Strong typing: The language does not allow you to perform an operation on a type if that operation were invalid when applied to that type. In java (to make it explicit) I could do (int[])someUnrelatedObject - that cannot be statically verified but it will fault at run time, because it is strongly typed. The equivalent in C will happily go off into the weeds and destroy everything.
Weak typing: A language does not guarantee that invalid operations will be prevented. For example C and C++ do have types, and they will disallow invalid uses, but there is no guard to prevent you from casting to an unrelated type. A more extreme example is some older languages that don't even disallow argument mismatches, etc.
Static typing: the types in the code are static, specifically they do not change run-to-run. The types of fields, variables, etc in the source could be inferred, or explicit by the programmer, but they are all known before the code is ever run. So C, C++, Java, etc are statically typed. Mostly. Because of Java's boneheaded array sub typing behaviour Object array[]; array[0] = someObejct; can fail at runtime due to a dynamic type check.
Dynamic typing: some or all expression types are not known until the code is run, everyone knows python, js, etc
(getting tired running out of steam)
So anyway, you can have:
Strong/Dynamic: Python, JavaScript, ...
Strong/Static: Haskell, etc
Weak/Dynamic: Can't think of a good example here because tired :D
Weak/Static: C
And obviously there's a tonne of in-between
C++: all of C, plus statically type safe casts, and dynamically type safe casts
Objective-C: all of C, but the ObjC object system which lets you send arbitrary messages to arbitrary targets. But you don't have to have the correct parameter types...
...
And this all ignores what caused this article in the first place: implicit type conversions. These do not effect the Strong/Weak description of the language if they are well defined, eg. people often complain about string promotion, but neglect to comment on someInt + someFloat promoting the int to a float, even though such a promotion can lose data. The distinction is purely a matter of "does the language allow you to perform an operation on a value of a type that is not compatible with that operation". One way to achieve that is the say it's completely illegal: throw an exception at runtime, fail to compile, etc another alternative is to implicit convert the type to something that is valid. Note that /converting/ a value changes the value being used. Compare that to the not type safe version where you literally ignore the type of the value being used. In the case of int + float it's the difference between converting the int to a float value, and just treating the bits of the integer as if they were the bits in a float.

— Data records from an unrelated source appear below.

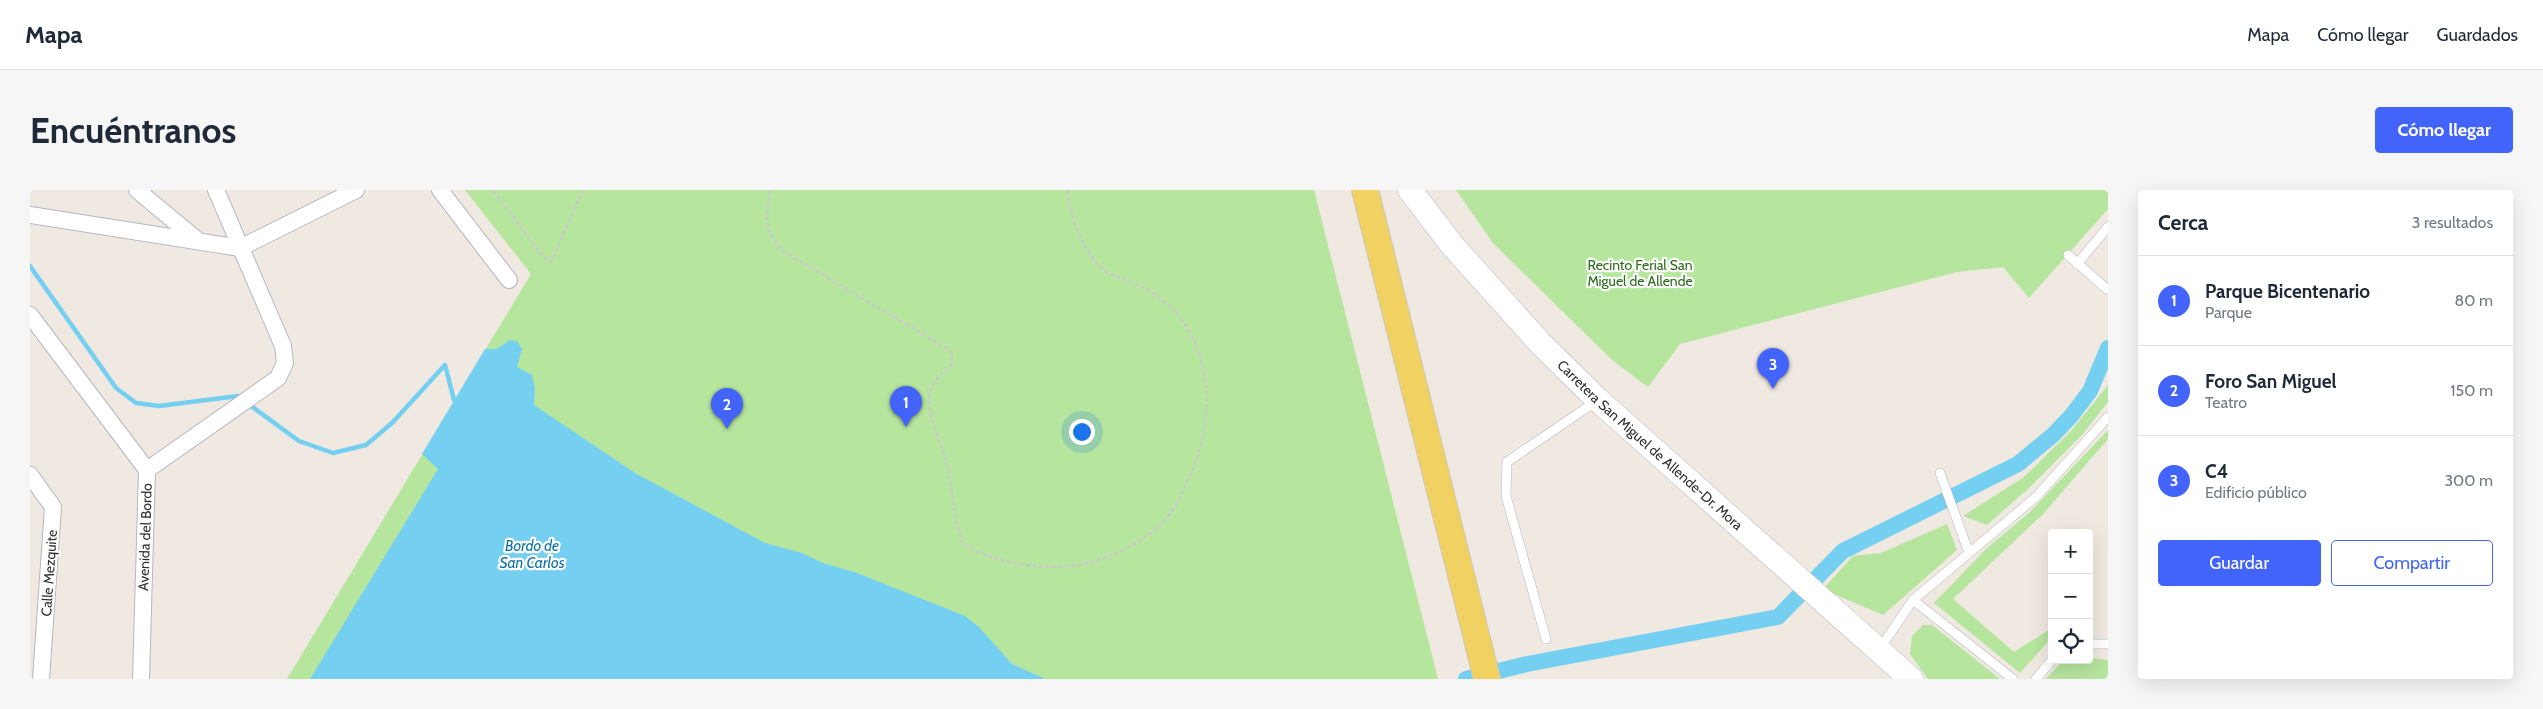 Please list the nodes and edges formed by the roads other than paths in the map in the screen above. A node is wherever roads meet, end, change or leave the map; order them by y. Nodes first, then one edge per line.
1 (137, 190) edge
2 (216, 190) edge
3 (356, 190) edge
4 (440, 190) edge
5 (1365, 190) edge
6 (1410, 190) edge
7 (30, 214) edge
8 (2108, 227) edge
9 (196, 239) junction
10 (240, 248) junction
11 (2068, 255) dead end
12 (2077, 264) junction
13 (509, 280) dead end
14 (2107, 289) edge
15 (30, 315) edge
16 (1598, 400) junction
17 (2108, 417) edge
18 (147, 470) junction
19 (1940, 473) dead end
20 (30, 475) edge
21 (1969, 554) junction
22 (1914, 600) junction
23 (1546, 639) dead end
24 (2093, 644) edge
25 (2108, 644) edge
26 (1879, 650) junction
27 (2049, 664) edge
28 (1486, 672) edge
29 (41, 679) edge
30 (141, 679) edge
31 (1911, 679) edge
32 (2013, 679) edge
33 (2036, 679) edge

1 - 9 street
2 - 10 street
3 - 10 street
4 - 13 street
5 - 28 main road
6 - 16 main road, Carretera San Miguel de Allende-Dr. Mora
7 - 9 street
8 - 12 lane
9 - 10 street
10 - 18 street
11 - 12 lane
12 - 14 lane
15 - 18 street, Avenida del Bordo
16 - 23 lane
16 - 26 main road, Carretera San Miguel de Allende-Dr. Mora
17 - 21 lane
18 - 30 street, Avenida del Bordo
19 - 21 lane
20 - 29 street, Calle Mezquite
21 - 22 lane
22 - 26 lane
22 - 32 lane
24 - 25 lane
26 - 31 main road, Carretera San Miguel de Allende-Dr. Mora
27 - 33 lane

Many apologies about the awful writing, but it's late :D
The interesting thing is that the "obvious correct" behaviour would require the precedence of the + operator to depend on the types of the operands - which is obviously impossible if it's done at the parse stage...
So on mobile you can't see the entire width of that website, but trying to scroll to the left or right changes articles. Absolutely brilliant, why do people think that overriding the scroll on mobile is a good thing is beyond me.
2) The price you pay for type coercion. Be thankful Java defines the order of evaluation. Not all languages which coerce specify the order of evaluation.